Ms Brown is on secondment from Kainga Ora to the Dunedin City Council to help make connections between developers, community and the social sector.

This includes encouraging developers to consider social needs when building, which could mean providing a rental option and considering ageing or disabled communities.

“My comment to one of the developers was if you had a little space for a one bedroom apartment to fill up that last little bit of land, would you consider doing it and renting it.”

One of the aims was to encourage developers to consider incorporating the principles of universal design, for example making buildings accessible to people of all abilities and at any stage of life including allowing space for wheelchairs.

The council had an eco design adviser who could help with this, she said.

Infrastructure costs for urban sprawl was “huge” and while the city did need to grow it was also good if older buildings and inner city sites were able to be utilised.

What was needed in the city was not necessarily the same as the type of building consents being submitted to the council, and one and two bedroom apartments in the city were likely to be highly sought after.

“We want to build a vibrant city and most vibrant cities have people living in them.”

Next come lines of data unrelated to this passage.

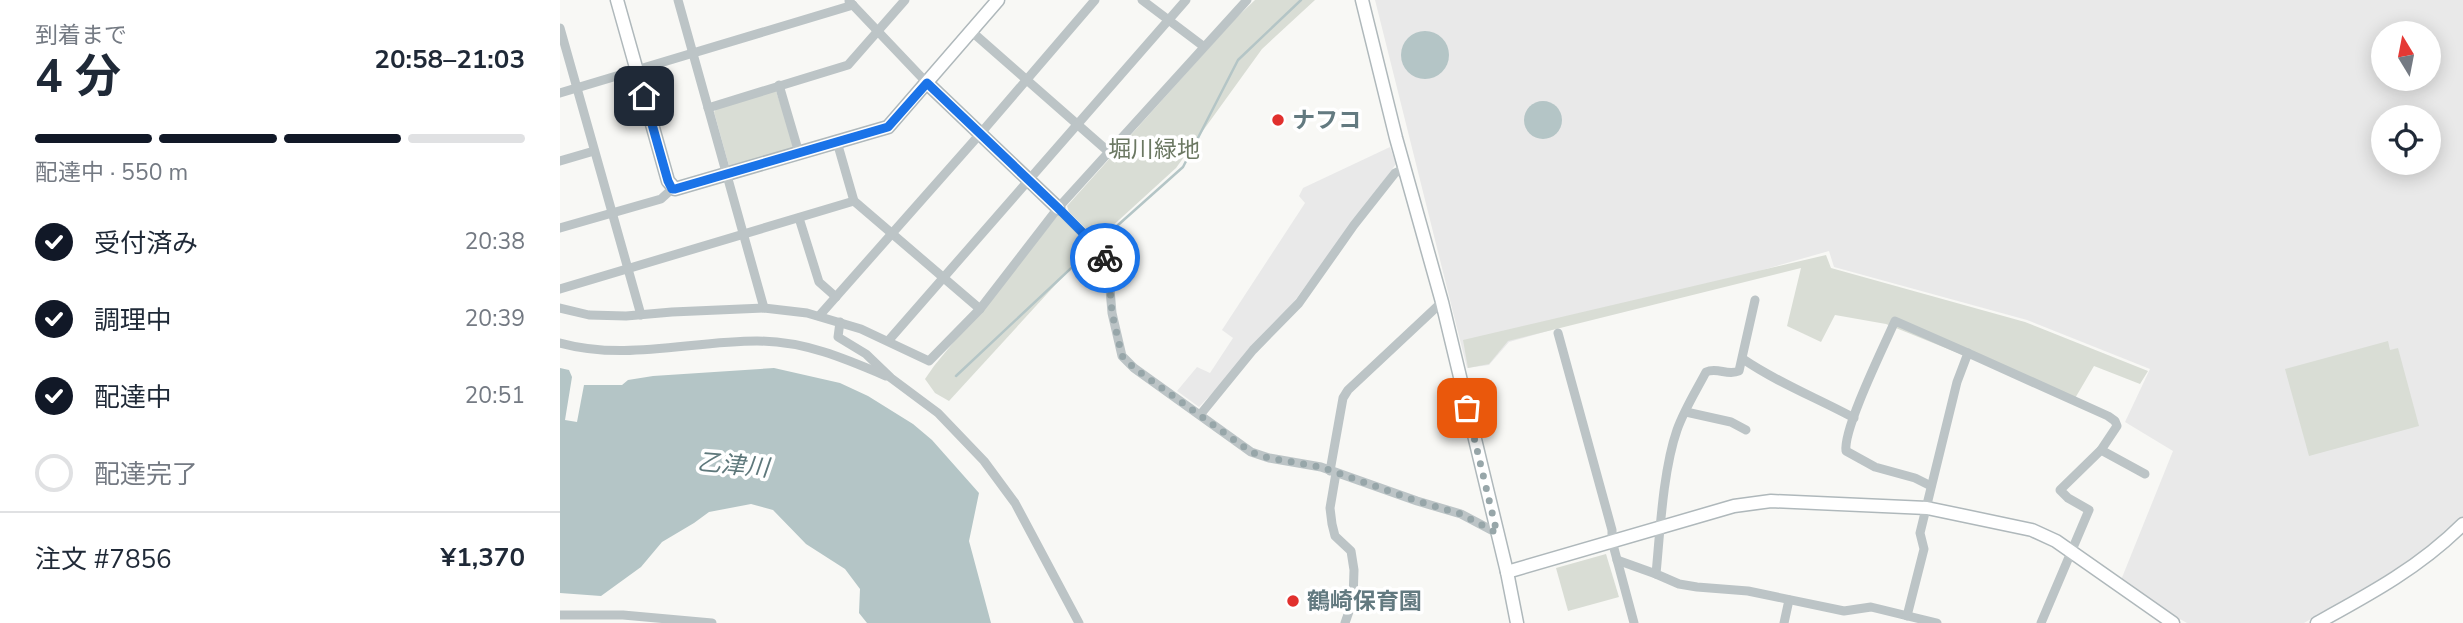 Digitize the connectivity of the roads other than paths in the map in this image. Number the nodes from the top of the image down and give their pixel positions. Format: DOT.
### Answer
graph roads {
  1 [pos="617,0"];
  2 [pos="678,0"];
  3 [pos="905,0"];
  4 [pos="998,0"];
  5 [pos="1095,0"];
  6 [pos="1142,0"];
  7 [pos="1186,0"];
  8 [pos="1247,0"];
  9 [pos="1362,0"];
  10 [pos="850,2"];
  11 [pos="1170,21"];
  12 [pos="560,28"];
  13 [pos="878,31"];
  14 [pos="971,31"];
  15 [pos="1203,46"];
  16 [pos="693,53"];
  17 [pos="637,69"];
  18 [pos="1026,79"];
  19 [pos="927,83"];
  20 [pos="779,85"];
  21 [pos="577,88"];
  22 [pos="560,93"];
  23 [pos="708,108"];
  24 [pos="1078,125"];
  25 [pos="981,134"];
  26 [pos="836,142"];
  27 [pos="594,151"];
  28 [pos="799,153"];
  29 [pos="1110,153"];
  30 [pos="560,161"];
  31 [pos="1406,168"];
  32 [pos="727,175"];
  33 [pos="1029,181"];
  34 [pos="672,189"];
  35 [pos="854,201"];
  36 [pos="1058,208"];
  37 [pos="611,213"];
  38 [pos="799,218"];
  39 [pos="560,228"];
  40 [pos="743,234"];
  41 [pos="892,234"];
  42 [pos="627,269"];
  43 [pos="944,278"];
  44 [pos="560,289"];
  45 [pos="836,297"];
  46 [pos="1755,300"];
  47 [pos="1442,302"];
  48 [pos="560,308"];
  49 [pos="764,309"];
  50 [pos="980,309"];
  51 [pos="640,315"];
  52 [pos="819,316"];
  53 [pos="840,322"];
  54 [pos="1558,333"];
  55 [pos="889,340"];
  56 [pos="560,343"];
  57 [pos="1968,353"];
  58 [pos="1743,359"];
  59 [pos="891,378"];
  60 [pos="1686,412"];
  61 [pos="1200,415"];
  62 [pos="1854,418"];
  63 [pos="1746,430"];
  64 [pos="2101,450"];
  65 [pos="1333,472"];
  66 [pos="2145,474"];
  67 [pos="1931,486"];
  68 [pos="1927,508"];
  69 [pos="2463,524"];
  70 [pos="1661,527"];
  71 [pos="1497,533"];
  72 [pos="1612,541"];
  73 [pos="2071,552"];
  74 [pos="1618,560"];
  75 [pos="1507,572"];
  76 [pos="1656,574"];
  77 [pos="1789,600"];
  78 [pos="560,615"];
  79 [pos="1907,616"];
  80 [pos="712,623"];
  81 [pos="1079,623"];
  82 [pos="1345,623"];
  83 [pos="1517,623"];
  84 [pos="1634,623"];
  85 [pos="1784,623"];
  86 [pos="1937,623"];
  87 [pos="2041,623"];
  88 [pos="2173,623"];
  89 [pos="2317,623"];
  1 -- 17 [label="street"];
  2 -- 16 [label="street"];
  3 -- 13 [label="street"];
  4 -- 14 [label="street"];
  5 -- 18 [label="street"];
  6 -- 11 [label="street"];
  7 -- 11 [label="street"];
  8 -- 15 [label="street"];
  9 -- 31 [label="street"];
  10 -- 13 [label="street"];
  10 -- 16 [label="street"];
  11 -- 15 [label="street"];
  11 -- 24 [label="street"];
  12 -- 21 [label="street"];
  13 -- 19 [label="street"];
  13 -- 20 [label="street"];
  14 -- 18 [label="street"];
  14 -- 19 [label="street"];
  15 -- 29 [label="street"];
  16 -- 17 [label="street"];
  16 -- 23 [label="street"];
  17 -- 21 [label="street"];
  17 -- 34 [label="street"];
  18 -- 24 [label="street"];
  18 -- 25 [label="street"];
  19 -- 25 [label="street"];
  19 -- 26 [label="street"];
  20 -- 23 [label="street"];
  20 -- 28 [label="street"];
  21 -- 22 [label="street"];
  21 -- 27 [label="street"];
  23 -- 32 [label="street"];
  24 -- 29 [label="street"];
  24 -- 33 [label="street"];
  25 -- 33 [label="street"];
  25 -- 41 [label="street"];
  26 -- 28 [label="street"];
  26 -- 35 [label="street"];
  27 -- 30 [label="street"];
  27 -- 37 [label="street"];
  28 -- 32 [label="street"];
  29 -- 36 [label="street"];
  31 -- 47 [label="street"];
  31 -- 61 [label="street"];
  32 -- 34 [label="street"];
  32 -- 40 [label="street"];
  33 -- 36 [label="street"];
  33 -- 43 [label="street"];
  34 -- 37 [label="street"];
  35 -- 38 [label="street"];
  35 -- 41 [label="street"];
  36 -- 50 [label="street"];
  36 -- 61 [label="street"];
  37 -- 39 [label="street"];
  37 -- 42 [label="street"];
  38 -- 40 [label="street"];
  38 -- 45 [label="street"];
  40 -- 42 [label="street"];
  40 -- 49 [label="street"];
  41 -- 43 [label="street"];
  41 -- 45 [label="street"];
  42 -- 44 [label="street"];
  42 -- 51 [label="street"];
  43 -- 50 [label="street"];
  43 -- 55 [label="street"];
  45 -- 52 [label="street"];
  46 -- 58 [label="street"];
  47 -- 65 [label="street"];
  47 -- 71 [label="street"];
  48 -- 51 [label="street"];
  49 -- 51 [label="street"];
  49 -- 52 [label="street"];
  50 -- 55 [label="street"];
  52 -- 53 [label="street"];
  53 -- 55 [label="street"];
  53 -- 59 [label="street"];
  54 -- 72 [label="street"];
  56 -- 59 [label="street"];
  57 -- 62 [label="street"];
  57 -- 64 [label="street"];
  57 -- 67 [label="street"];
  58 -- 60 [label="street"];
  58 -- 62 [label="street"];
  59 -- 81 [label="street"];
  60 -- 63 [label="street"];
  60 -- 70 [label="street"];
  61 -- 65 [label="street"];
  62 -- 67 [label="street"];
  64 -- 66 [label="street"];
  64 -- 73 [label="street"];
  65 -- 71 [label="street"];
  65 -- 82 [label="street"];
  67 -- 68 [label="street"];
  68 -- 70 [label="street"];
  68 -- 73 [label="street"];
  68 -- 79 [label="street"];
  69 -- 89 [label="street"];
  70 -- 72 [label="street"];
  70 -- 76 [label="street"];
  71 -- 75 [label="street"];
  72 -- 74 [label="street"];
  72 -- 75 [label="street"];
  73 -- 87 [label="street"];
  73 -- 88 [label="street"];
  74 -- 76 [label="street"];
  74 -- 84 [label="street"];
  75 -- 83 [label="street"];
  76 -- 77 [label="street"];
  77 -- 79 [label="street"];
  77 -- 85 [label="street"];
  78 -- 80 [label="street"];
  79 -- 86 [label="street"];
}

Types of housing needs ran along a continuum from homeless, transitional and emergency housing to social housing, assisted rentals, assisted ownership, private rental and private ownership.

“The social housing that the council has fits under assisted rental, but we don’t have much in the way of assisted ownership in the city.”

There were about 300 household groups who are on the social housing waiting list.

“We are a little bit behind in the building of social houses here, so we are not likely to see the affordable stuff come in until after that is sorted.”

Crown agency Kainga Ora was working on a master plan for Dunedin city which would look at what was needed to achieve over 10-20 years.

“So there is work going on to identify what exactly it is that we need, [and] what is the investment that is going to be needed.”